The dating game

By Zhian N. Kamvar in R

January 2, 2020

Dates are not so sweet

It is known: parsing dates entered by humans is a huge pain:

ISO 8601 from XKCD
Source: https://xkcd.com/1179/

Dates are a never-ending source of fresh hell. There are so many different ways parsing dates can go wrong. It’s not quite as bad as the horror that is parsing HTML with regex, but it’s close. For example, consider the regex used to parse valid ISO 8601 dates… you know, the dates that are supposed to be “the good ones”:

^([\+-]?\d{4}(?!\d{2}\b))((-?)((0[1-9]|1[0-2])(\3([12]\d|0[1-9]|3[01]))?|W([0-4]\d|5[0-2])(-?[1-7])?|(00[1-9]|0[1-9]\d|[12]\d{2}|3([0-5]\d|6[1-6])))([T\s]((([01]\d|2[0-3])((:?)[0-5]\d)?|24\:?00)([\.,]\d+(?!:))?)?(\17[0-5]\d([\.,]\d+)?)?([zZ]|([\+-])([01]\d|2[0-3]):?([0-5]\d)?)?)?)?$

Oh deer lord 😱

This is only just the beginning.
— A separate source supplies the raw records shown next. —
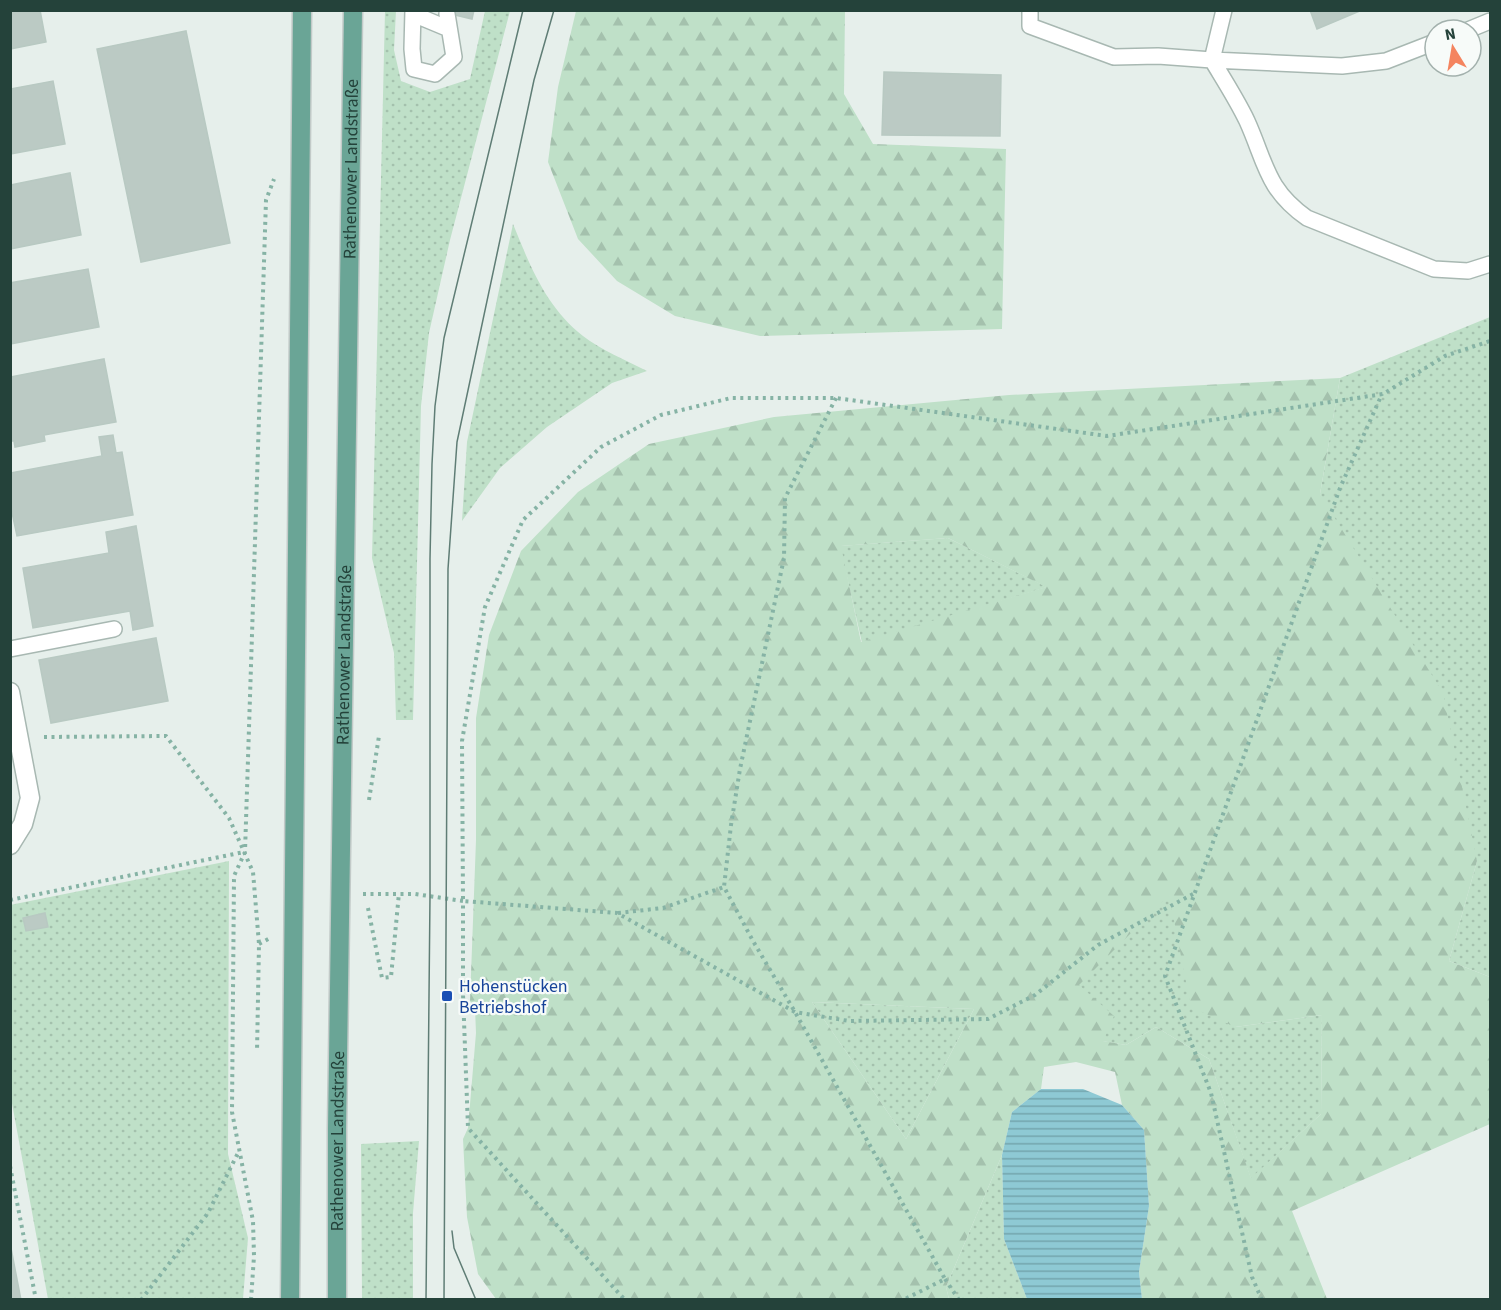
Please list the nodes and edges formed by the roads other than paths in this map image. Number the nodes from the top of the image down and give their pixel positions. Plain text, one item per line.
1 (302, 10) edge
2 (353, 10) edge
3 (1224, 10) edge
4 (413, 12) edge
5 (447, 14) dead end
6 (1030, 18) edge
7 (449, 29) junction
8 (1423, 47) edge
9 (1212, 60) junction
10 (1491, 264) edge
11 (114, 629) dead end
12 (10, 649) edge
13 (10, 692) edge
14 (10, 845) edge
15 (290, 1299) edge
16 (338, 1299) edge

1 - 15 main road
2 - 16 main road, Rathenower Landstraße
3 - 9 lane
4 - 7 lane
4 - 7 lane
5 - 7 lane
6 - 9 lane
8 - 9 lane
9 - 10 lane
11 - 12 lane
13 - 14 street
There are so many blog posts already dedicated to working with dates in R, and I’m not going to re-hash the whole rigormarole of explaining the difference between Date and POSIXt classes. I’m just going to point you to some excellent walkthroughs such as this gist by Bonnie Dixon (hosted by Noam Ross).

What I want to focus on is: what tools are available to parse date strings to the Date class in R and how well do they work to weird situations? Some of the common things I’ve seen in my work for example:

  • an ambiguous mix of dd/mm/yy and mm/dd/yy format (e.g. 02/04/20 or 04/02/20)
  • Dates are in French, but you’re working in an English locale (e.g. 04 Février 2020)
  • Dates are imported from Excel (e.g. 43865, which are represented as the either the number of days since 1899-12-30 if you are importing from Windows OR the number of days since 1904-01-01 on MacOS)1

There’s a package for that

I’m immediately familiar with three packages on CRAN that are solely2 dedicated to parsing dates: {lubridate}, {anytime}, {parsedate}. However, I know that I’m probably missing some, so I’ll try to use the {pkgsearch} package to find them. I know that I want to search for any package that mentions “date” in the title and has either “parse,” “handle,” “convert,” or “detect” in the description.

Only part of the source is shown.